**Information:**

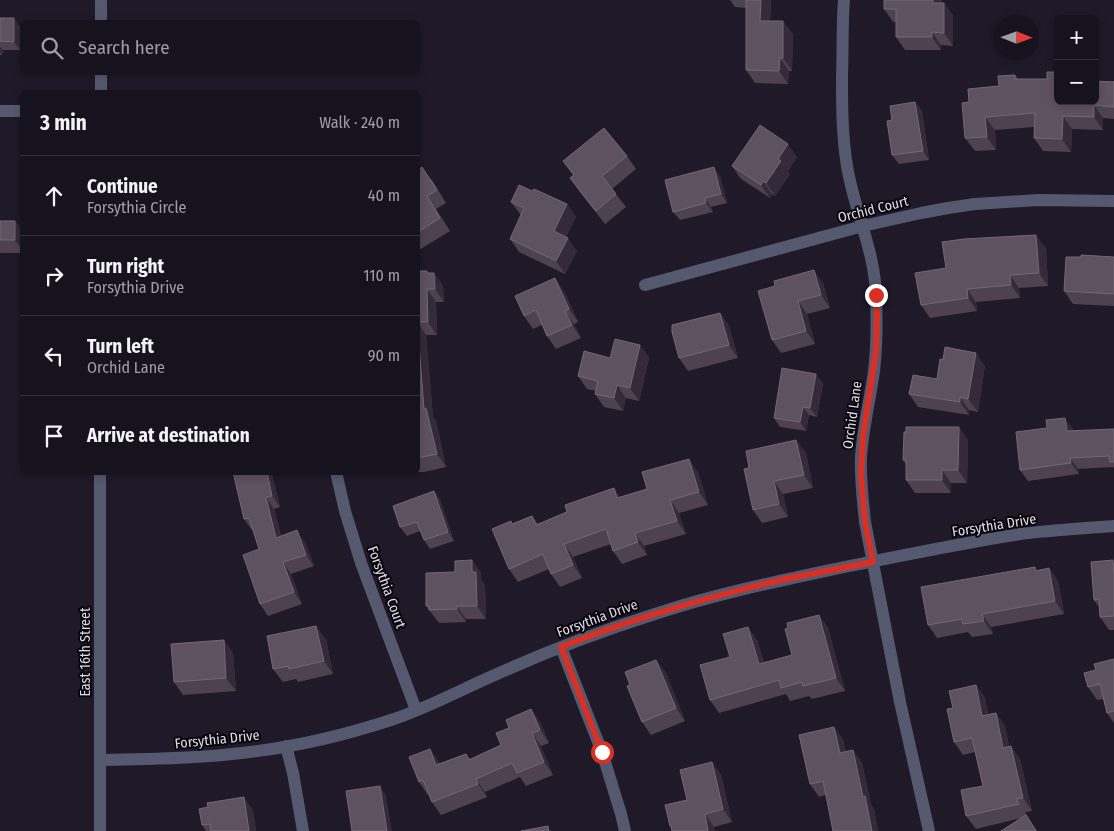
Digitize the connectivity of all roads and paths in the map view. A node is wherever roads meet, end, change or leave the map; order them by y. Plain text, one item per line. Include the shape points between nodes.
1 (101, 0) edge
2 (844, 0) edge
3 (101, 20) edge
4 (101, 75) edge
5 (101, 90) edge
6 (0, 111) edge
7 (20, 111) edge
8 (1114, 201) edge
9 (863, 226) junction
10 (645, 285) dead end
11 (100, 475) edge
12 (337, 475) edge
13 (1114, 526) edge
14 (873, 562) junction
15 (561, 647) junction
16 (416, 710) junction
17 (286, 746) junction
18 (100, 760) junction
19 (100, 831) edge
20 (303, 831) edge
21 (625, 831) edge
22 (929, 831) edge

1 - 3 street
2 - 9 street, Orchid Lane via 843,132 851,187
4 - 5 street
6 - 7 street
8 - 9 street, Orchid Court via 1038,200 975,204
9 - 10 street, Orchid Court
9 - 14 street, Orchid Lane via 873,266 877,313 876,351 861,465 865,522
11 - 18 street, East 16th Street
12 - 16 street, Forsythia Court via 361,563
13 - 14 street, Forsythia Drive via 1021,534
14 - 15 street, Forsythia Drive via 771,582 699,601
14 - 22 street, Orchid Lane
15 - 16 street, Forsythia Drive
15 - 21 street via 602,752
16 - 17 street, Forsythia Drive via 358,730
17 - 18 street, Forsythia Drive via 168,759
17 - 20 street
18 - 19 street, East 16th Street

**Brief:** An exact printout of the listing is needed, minus any pictures it contains.

**Reply to the exercise:**
Digitize the connectivity of all roads and paths in the map view. A node is wherever roads meet, end, change or leave the map; order them by y. Plain text, one item per line. Include the shape points between nodes.
1 (101, 0) edge
2 (844, 0) edge
3 (101, 20) edge
4 (101, 75) edge
5 (101, 90) edge
6 (0, 111) edge
7 (20, 111) edge
8 (1114, 201) edge
9 (863, 226) junction
10 (645, 285) dead end
11 (100, 475) edge
12 (337, 475) edge
13 (1114, 526) edge
14 (873, 562) junction
15 (561, 647) junction
16 (416, 710) junction
17 (286, 746) junction
18 (100, 760) junction
19 (100, 831) edge
20 (303, 831) edge
21 (625, 831) edge
22 (929, 831) edge

1 - 3 street
2 - 9 street, Orchid Lane via 843,132 851,187
4 - 5 street
6 - 7 street
8 - 9 street, Orchid Court via 1038,200 975,204
9 - 10 street, Orchid Court
9 - 14 street, Orchid Lane via 873,266 877,313 876,351 861,465 865,522
11 - 18 street, East 16th Street
12 - 16 street, Forsythia Court via 361,563
13 - 14 street, Forsythia Drive via 1021,534
14 - 15 street, Forsythia Drive via 771,582 699,601
14 - 22 street, Orchid Lane
15 - 16 street, Forsythia Drive
15 - 21 street via 602,752
16 - 17 street, Forsythia Drive via 358,730
17 - 18 street, Forsythia Drive via 168,759
17 - 20 street
18 - 19 street, East 16th Street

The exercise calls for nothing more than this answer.